§ Exercise: Please tally the lines below that contain the word "Left" and reply with the total alone.
Material provided Start Marker
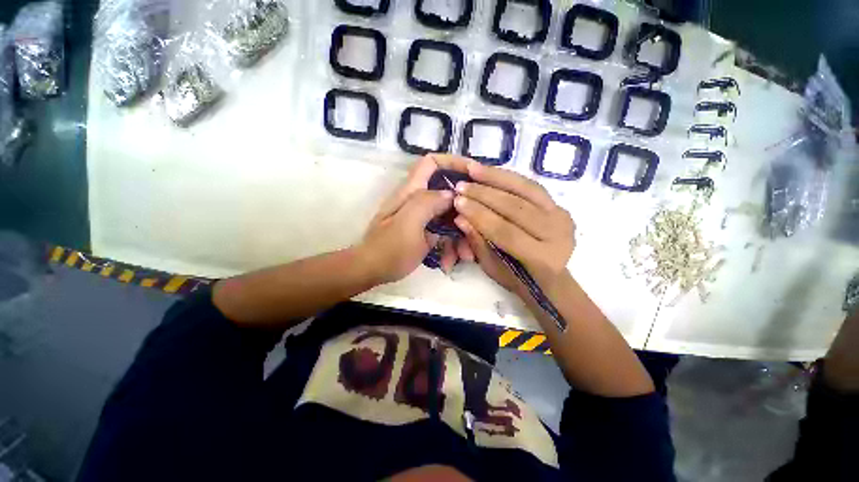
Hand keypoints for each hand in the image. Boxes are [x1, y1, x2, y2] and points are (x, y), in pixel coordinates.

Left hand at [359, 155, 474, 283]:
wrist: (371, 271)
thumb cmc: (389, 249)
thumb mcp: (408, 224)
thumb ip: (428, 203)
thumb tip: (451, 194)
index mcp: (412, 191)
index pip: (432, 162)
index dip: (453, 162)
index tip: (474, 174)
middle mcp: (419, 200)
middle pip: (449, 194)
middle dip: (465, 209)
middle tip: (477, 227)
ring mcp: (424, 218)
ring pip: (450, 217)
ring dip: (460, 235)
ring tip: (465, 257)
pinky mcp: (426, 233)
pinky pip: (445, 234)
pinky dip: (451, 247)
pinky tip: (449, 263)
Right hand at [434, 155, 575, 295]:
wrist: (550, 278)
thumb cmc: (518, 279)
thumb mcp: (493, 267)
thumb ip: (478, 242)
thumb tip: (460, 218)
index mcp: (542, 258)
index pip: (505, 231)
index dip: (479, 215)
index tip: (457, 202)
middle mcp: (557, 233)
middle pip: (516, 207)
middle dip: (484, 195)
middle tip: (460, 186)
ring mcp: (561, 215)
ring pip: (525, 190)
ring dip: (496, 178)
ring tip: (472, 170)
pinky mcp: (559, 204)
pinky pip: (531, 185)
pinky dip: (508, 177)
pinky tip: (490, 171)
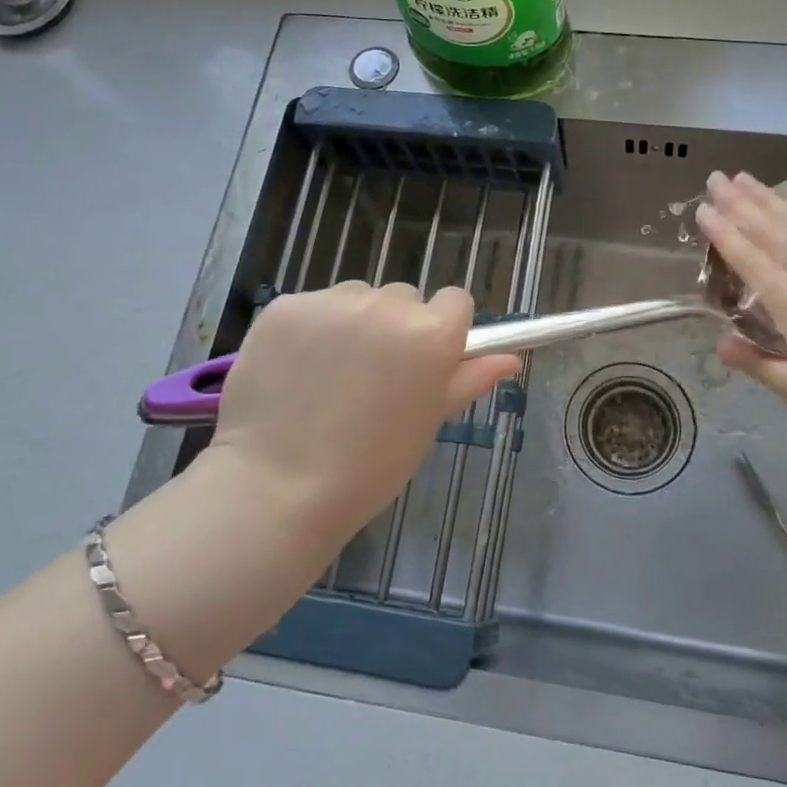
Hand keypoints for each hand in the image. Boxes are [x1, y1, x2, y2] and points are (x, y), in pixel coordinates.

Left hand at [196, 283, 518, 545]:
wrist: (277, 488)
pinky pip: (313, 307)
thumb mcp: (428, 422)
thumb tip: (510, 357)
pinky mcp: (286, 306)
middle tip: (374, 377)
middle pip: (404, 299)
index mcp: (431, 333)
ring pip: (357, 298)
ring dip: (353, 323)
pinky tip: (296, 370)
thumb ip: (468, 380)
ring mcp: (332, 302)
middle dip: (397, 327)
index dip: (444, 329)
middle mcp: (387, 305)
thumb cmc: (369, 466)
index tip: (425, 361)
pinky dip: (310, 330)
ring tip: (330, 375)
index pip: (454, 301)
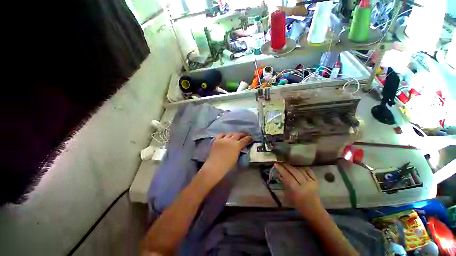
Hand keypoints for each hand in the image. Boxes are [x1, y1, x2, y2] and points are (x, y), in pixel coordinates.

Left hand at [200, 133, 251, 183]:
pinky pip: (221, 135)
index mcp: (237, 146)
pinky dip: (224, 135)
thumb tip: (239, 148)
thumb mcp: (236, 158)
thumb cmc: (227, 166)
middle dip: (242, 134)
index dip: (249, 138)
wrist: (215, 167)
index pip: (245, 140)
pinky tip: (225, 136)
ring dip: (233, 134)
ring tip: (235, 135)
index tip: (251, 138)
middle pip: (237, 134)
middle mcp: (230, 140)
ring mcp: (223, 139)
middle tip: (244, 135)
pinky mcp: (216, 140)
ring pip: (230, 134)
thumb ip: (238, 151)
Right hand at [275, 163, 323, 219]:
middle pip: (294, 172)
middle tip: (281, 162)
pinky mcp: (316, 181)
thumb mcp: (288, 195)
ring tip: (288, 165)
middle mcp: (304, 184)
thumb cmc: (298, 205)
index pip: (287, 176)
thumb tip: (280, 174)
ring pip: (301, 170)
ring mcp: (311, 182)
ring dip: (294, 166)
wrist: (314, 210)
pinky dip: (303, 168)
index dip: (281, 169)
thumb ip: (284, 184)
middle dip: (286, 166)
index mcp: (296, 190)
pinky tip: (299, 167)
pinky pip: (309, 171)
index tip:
Material provided End Marker
§ Your response: 3